This comes to us via ESPN's Mitch Sherman on the College Football recruiting blog. Here's the link to the New Eligibility standards. But I'll give you the readers digest below.
The new requirements go into effect in 2016, that is current 8th graders who will be entering their freshman year of high school in the fall. , and the most drastic change is:
Current initial-eligibility standards require entering freshmen to graduate high school with 16 core courses passed and a minimum 2.0 GPA matched with an ACT or SAT score on a sliding scale.
The 2016 standards mandate the same 16 core courses but stipulate that 10 must be completed by the start of the student's senior year of high school and that all 16 are finished in four years. So effectively say goodbye to the practice popular in basketball of reclassifying to enjoy a fifth year of high school.
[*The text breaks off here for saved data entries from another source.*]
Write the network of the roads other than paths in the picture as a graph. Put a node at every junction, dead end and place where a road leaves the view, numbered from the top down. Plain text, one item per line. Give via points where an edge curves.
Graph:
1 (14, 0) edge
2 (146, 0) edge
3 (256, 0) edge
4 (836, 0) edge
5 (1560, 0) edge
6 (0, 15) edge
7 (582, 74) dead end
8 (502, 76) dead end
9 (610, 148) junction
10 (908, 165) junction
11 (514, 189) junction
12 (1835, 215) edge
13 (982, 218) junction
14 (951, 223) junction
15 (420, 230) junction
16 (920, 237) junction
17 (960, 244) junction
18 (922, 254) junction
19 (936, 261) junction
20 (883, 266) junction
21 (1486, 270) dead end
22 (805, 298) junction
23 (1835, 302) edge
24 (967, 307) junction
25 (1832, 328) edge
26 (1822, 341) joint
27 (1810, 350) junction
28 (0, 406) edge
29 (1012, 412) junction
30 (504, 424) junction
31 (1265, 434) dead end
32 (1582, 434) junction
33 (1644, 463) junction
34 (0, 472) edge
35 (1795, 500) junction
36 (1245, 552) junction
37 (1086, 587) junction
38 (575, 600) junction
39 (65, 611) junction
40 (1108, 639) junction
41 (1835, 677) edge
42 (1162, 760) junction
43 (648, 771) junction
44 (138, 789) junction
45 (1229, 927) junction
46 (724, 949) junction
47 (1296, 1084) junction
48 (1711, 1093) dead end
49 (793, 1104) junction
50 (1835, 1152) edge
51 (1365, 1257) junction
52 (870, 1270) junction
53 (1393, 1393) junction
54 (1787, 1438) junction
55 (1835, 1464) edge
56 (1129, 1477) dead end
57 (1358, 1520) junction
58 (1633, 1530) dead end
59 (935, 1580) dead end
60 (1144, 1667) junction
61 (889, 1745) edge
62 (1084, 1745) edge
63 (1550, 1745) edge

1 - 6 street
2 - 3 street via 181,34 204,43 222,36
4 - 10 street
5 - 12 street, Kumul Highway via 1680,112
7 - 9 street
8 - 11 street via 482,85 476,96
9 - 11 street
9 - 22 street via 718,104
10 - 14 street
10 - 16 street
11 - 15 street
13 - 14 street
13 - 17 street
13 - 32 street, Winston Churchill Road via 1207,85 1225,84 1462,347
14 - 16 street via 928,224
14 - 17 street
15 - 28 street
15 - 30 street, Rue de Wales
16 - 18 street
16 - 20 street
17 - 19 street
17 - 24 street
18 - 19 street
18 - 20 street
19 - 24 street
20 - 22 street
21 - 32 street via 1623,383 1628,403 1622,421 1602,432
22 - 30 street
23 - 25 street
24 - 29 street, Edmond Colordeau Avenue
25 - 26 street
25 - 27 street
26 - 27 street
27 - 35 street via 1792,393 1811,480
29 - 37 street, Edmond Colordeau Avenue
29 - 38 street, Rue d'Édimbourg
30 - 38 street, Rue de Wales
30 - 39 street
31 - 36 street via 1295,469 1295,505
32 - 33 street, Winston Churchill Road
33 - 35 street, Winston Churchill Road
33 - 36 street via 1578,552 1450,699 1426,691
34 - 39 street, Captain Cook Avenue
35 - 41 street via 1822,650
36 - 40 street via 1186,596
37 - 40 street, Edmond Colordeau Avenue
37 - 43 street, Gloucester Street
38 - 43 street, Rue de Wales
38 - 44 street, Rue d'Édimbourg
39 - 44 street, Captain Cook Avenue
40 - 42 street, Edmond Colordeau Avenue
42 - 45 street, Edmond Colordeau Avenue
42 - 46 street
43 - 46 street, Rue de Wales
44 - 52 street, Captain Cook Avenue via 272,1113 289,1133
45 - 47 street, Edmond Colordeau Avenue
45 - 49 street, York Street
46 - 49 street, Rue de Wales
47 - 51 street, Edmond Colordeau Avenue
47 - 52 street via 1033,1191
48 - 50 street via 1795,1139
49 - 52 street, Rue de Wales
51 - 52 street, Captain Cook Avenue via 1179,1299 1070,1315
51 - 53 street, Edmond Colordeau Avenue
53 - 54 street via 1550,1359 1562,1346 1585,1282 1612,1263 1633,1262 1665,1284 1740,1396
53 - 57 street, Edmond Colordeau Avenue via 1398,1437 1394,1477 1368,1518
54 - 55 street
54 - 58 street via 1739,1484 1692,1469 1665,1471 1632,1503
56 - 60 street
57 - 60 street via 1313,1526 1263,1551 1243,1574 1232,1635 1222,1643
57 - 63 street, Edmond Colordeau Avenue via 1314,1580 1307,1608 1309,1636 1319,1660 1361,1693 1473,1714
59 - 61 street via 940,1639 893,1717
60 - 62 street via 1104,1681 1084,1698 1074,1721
And the minimum GPA jumps to 2.3.
More after the jump.
The biggest thing to come out of this is the addition of the "Academic Redshirt." Basically an Academic Redshirt is the same idea as the old Prop 48/16 partial qualifiers with the big difference being that players DO NOT lose a year of eligibility. Academic Redshirts can still practice with the team, they just cannot play during games. For those wondering the Academic Redshirt DOES count against the scholarship count, and the player would play the next year as a redshirt freshman.
But that's not the most eye popping nugget of information to come out of this:
A survey conducted by the NCAA indicated that of all freshmen football players to enroll at Division I schools last fall, approximately 40 percent would have failed to meet the 2016 requirements.
Now obviously that's taking a new standard and retroactively applying it to current players, I really don't think we can expect 40% of D1 players to be Academic Redshirts in 2016, but does anybody see the potential irony of an SEC player being called an "Academic" Redshirt?
They don't go on to say if a survey was done for basketball players, but it makes you wonder, will UCONN ever be able to field a team? (I kid, I kid)
If you assume none of the schools are cheating or operating in the grey area in recruiting. It does do a lot to balance out recruiting for schools with tougher academics. The argument that we didn't get kid XYZ because of academic reasons no longer rings as true as it once did.